If you've been alive the last two weeks, and will continue to be alive in the upcoming two weeks, you'll see a lot of stuff on TV, online, and in print about the pressure to make – and keep – the bane of January's existence: New Year's Resolutions.
I hate New Year's Resolutions. Maybe it's because I've never kept one. My past promises of developing six-pack abs, writing the great American (or Russian or Chilean for that matter) novel and learning how to make the perfect tiramisu have all fallen by the wayside, leaving me a little round in the middle, novel-less, and forced to eat store-bought cookies for my desserts. So, part of my hatred is born out of failure.
But, most of my disdain for 365-day commitments (or 366-day, for this year) has to do with the simple concept of forcing ourselves into a yearlong box. Sure, it's important to plan well into the future; things like retirement, higher education, and home buying all demand it. But, for whatever reason, whether it is psychological, sociological or philosophical, so many of us can't come to the point where we can actually keep a well intentioned promise made with the hope that a new calendar offers.
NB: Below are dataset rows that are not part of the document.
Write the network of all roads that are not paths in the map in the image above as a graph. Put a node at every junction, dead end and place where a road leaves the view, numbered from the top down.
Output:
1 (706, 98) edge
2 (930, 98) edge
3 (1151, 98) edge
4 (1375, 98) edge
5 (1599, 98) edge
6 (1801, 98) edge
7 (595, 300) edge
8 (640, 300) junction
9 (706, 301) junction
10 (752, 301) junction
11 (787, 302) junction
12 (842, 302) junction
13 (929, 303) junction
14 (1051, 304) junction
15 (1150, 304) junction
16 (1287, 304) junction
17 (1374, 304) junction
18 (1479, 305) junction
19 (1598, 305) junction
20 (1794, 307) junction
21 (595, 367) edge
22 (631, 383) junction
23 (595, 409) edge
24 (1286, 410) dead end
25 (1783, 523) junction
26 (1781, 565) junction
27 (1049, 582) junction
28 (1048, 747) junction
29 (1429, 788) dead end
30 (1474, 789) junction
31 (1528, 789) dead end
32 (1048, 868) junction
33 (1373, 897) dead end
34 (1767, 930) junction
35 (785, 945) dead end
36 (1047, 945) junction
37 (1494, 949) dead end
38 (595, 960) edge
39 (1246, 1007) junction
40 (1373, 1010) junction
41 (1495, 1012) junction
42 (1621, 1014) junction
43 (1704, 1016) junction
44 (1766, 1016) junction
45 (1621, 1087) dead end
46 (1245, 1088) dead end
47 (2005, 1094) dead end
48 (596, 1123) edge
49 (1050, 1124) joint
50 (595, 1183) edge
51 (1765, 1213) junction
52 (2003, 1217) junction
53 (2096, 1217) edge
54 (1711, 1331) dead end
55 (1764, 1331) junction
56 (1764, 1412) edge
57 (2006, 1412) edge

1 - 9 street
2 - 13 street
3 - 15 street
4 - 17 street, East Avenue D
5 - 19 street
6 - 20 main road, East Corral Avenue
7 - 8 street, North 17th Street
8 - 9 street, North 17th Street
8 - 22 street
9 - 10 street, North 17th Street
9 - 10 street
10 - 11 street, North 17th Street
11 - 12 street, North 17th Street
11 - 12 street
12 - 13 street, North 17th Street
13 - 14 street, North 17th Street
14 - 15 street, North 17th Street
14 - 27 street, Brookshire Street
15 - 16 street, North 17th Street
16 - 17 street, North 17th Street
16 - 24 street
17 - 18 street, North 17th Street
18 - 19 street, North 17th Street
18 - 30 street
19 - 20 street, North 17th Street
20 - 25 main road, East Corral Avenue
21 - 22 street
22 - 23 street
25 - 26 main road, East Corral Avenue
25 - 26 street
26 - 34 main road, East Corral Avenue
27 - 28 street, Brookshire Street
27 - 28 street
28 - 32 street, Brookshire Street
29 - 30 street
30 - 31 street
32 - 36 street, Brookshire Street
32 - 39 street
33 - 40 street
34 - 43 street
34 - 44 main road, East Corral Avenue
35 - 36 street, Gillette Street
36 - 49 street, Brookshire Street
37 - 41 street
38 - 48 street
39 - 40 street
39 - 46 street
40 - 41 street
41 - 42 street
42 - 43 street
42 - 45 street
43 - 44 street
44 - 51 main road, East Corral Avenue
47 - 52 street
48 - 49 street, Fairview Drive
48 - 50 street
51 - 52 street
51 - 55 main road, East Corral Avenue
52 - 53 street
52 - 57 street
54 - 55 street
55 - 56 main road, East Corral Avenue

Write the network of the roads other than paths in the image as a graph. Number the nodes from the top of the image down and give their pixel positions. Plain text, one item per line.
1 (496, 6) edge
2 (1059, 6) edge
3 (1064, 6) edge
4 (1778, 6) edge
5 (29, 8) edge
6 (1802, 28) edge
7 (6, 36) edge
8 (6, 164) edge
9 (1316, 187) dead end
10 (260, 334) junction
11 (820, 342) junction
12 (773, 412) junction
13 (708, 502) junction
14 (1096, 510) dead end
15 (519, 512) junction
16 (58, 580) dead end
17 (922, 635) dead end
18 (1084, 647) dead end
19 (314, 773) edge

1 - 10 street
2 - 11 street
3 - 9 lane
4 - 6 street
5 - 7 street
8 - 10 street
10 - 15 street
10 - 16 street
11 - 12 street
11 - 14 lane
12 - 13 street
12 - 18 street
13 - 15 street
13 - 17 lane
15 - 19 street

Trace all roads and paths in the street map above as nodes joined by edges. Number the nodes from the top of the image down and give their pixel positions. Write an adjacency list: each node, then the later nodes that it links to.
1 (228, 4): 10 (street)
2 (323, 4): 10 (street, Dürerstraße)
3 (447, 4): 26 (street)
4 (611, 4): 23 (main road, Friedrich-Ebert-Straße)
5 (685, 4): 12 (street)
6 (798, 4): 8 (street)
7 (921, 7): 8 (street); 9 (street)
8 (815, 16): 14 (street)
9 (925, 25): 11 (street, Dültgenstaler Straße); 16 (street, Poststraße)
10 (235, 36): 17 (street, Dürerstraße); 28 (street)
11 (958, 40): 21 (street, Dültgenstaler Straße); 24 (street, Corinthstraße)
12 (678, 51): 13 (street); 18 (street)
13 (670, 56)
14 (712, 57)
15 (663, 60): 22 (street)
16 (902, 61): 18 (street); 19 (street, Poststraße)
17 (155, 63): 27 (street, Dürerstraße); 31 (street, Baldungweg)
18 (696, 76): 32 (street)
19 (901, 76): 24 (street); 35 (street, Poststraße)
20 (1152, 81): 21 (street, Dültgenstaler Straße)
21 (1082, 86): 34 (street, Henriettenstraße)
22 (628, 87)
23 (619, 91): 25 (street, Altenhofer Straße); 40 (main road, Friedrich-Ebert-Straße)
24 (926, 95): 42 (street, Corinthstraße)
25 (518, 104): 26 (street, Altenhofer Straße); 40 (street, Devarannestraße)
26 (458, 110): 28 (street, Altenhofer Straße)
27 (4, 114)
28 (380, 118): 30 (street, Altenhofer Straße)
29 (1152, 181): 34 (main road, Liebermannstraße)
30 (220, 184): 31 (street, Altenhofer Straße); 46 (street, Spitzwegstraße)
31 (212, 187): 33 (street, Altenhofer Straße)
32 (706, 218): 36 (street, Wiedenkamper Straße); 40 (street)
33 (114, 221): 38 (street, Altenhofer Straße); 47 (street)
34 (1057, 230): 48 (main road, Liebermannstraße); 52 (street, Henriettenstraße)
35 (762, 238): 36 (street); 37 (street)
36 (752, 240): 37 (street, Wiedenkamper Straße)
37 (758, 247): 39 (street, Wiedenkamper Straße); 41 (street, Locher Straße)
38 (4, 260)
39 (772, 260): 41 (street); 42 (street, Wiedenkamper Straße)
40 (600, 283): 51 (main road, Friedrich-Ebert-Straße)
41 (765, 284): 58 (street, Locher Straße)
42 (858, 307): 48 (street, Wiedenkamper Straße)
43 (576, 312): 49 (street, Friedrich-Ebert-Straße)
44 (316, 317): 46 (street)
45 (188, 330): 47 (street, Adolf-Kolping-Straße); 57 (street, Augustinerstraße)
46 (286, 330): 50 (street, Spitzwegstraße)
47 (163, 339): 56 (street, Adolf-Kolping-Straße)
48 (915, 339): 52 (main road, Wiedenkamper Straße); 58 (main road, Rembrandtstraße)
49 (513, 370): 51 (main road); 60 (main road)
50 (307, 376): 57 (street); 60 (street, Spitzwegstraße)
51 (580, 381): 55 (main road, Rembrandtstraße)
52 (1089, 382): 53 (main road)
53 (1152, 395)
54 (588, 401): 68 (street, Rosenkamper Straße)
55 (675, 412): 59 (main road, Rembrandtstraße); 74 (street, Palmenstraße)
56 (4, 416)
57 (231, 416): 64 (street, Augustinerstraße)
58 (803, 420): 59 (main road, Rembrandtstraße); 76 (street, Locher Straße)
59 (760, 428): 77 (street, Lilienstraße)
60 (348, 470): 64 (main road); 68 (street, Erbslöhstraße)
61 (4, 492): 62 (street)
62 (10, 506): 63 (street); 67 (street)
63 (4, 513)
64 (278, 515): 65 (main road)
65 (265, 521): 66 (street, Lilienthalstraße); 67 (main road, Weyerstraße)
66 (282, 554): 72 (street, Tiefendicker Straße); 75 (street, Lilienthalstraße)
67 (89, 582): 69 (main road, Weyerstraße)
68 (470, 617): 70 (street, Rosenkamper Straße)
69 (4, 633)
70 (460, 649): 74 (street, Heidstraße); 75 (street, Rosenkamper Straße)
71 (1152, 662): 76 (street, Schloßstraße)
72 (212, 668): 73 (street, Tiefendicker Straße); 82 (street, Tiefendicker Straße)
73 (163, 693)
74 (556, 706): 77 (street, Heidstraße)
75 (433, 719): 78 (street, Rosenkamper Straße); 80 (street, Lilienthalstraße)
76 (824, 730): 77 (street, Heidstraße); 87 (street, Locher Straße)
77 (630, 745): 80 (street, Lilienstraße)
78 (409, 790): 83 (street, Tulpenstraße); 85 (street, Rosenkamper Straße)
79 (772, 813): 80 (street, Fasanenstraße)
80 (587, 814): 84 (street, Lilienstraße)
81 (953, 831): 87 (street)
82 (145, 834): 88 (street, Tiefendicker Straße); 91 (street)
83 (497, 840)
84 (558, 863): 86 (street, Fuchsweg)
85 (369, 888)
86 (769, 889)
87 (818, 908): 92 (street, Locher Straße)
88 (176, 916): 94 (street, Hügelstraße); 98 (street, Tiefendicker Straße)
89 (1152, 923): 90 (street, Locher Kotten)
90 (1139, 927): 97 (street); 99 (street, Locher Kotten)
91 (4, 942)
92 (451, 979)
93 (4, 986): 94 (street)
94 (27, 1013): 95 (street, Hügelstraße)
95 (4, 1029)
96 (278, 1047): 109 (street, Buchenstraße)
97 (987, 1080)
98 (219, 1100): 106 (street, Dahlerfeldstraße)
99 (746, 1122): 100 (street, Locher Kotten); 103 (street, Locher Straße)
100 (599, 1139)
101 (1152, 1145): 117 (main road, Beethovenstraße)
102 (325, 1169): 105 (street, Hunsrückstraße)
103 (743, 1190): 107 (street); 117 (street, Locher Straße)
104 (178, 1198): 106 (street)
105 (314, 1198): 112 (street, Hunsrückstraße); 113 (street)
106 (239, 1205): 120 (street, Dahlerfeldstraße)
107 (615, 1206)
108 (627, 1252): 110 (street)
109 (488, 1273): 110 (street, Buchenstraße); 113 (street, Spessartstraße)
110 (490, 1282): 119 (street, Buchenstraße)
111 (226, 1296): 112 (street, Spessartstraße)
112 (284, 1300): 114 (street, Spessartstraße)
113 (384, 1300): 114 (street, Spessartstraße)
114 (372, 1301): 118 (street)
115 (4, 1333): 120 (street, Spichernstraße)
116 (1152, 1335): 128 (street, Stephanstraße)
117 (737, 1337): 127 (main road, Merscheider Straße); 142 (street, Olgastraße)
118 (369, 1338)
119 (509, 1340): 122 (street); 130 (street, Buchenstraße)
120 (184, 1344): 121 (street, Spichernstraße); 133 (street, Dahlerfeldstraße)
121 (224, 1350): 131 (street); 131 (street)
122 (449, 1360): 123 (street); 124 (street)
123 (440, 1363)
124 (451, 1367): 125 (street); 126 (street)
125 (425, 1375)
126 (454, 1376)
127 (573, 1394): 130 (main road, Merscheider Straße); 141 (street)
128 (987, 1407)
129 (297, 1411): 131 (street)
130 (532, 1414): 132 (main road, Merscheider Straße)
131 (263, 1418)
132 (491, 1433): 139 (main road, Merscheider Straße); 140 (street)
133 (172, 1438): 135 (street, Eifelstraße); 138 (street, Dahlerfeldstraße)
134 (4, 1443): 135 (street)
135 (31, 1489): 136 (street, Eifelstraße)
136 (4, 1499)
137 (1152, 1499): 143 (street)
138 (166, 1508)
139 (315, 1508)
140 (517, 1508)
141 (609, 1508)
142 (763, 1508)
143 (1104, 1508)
We try – oh, do we try! But, we can never seem to turn our best ambitions into long-term success. As soon as January is in the rearview mirror and we're racing quickly towards February and March, we slip up, fall down, forget, misstep and fail. And then we stop trying. That pound we shed during week one is back at some point during week 12. No matter how organized we got ourselves by MLK Day, it's a distant memory of our former self come Valentine's Day.
But time and again, we trick and punish ourselves into thinking that this time will be different. Like fans of a perennial cellar-dweller of a football team, we continue to buy season tickets to what so very quickly becomes front row seats to disappointment.
And we stop and wait until the ball drops again to dream of being different. And nothing ultimately gets done. We stay in our ruts, forget what it was we aspired to be, and hope that our conscience doesn't remind us for too long that we failed.
Therefore, in an effort to make us all become better people by having a better chance at accomplishing our greatest hopes and dreams in order to make the world a better place, I resolve to get rid of New Year's Resolutions. And, in their place, I offer up New Day's Resolutions.
So, instead of trying to forecast into late summer your intent to lose some pounds, resolve instead to eat healthy today. Forget about how you didn't do that so well yesterday. Don't fret about whether or not you'll do so tomorrow. Simply wake up today and make a resolution to choose the healthy option at the lunch counter. Tell yourself you won't take your stomach up on the offer to fill it with cookies close to bedtime. Promise that you'll stop by the gym on the way home from work.
Congratulations. You just made (and kept) a New Day Resolution. You're successful. You just changed your life today.
Now, do it again when you wake up tomorrow. If you mess up and eat three sleeves of Oreos, don't worry – the experiment isn't over and you don't have to trash your hopes of slimming down along with the evidence of your black-and-white binge. Just start over tomorrow, planning the next 24 hours.
A year is just a string of days that we lump together for the purposes of measurement. Without the daily, we'd have no yearly. So embrace the power that a new day holds. Dream about what all can be accomplished with each and every new day.
And skip those ideas folks have for making your resolutions stick or about being serious this time. Those recommendations will disappear from your psyche just as quickly as your commitment to actually use that gym membership will. Instead, take everything a day at a time – especially your biggest dreams for personal and communal change.
String together enough kept New Day's Resolutions and you'll have an incredibly stellar New Year's Resolution after all.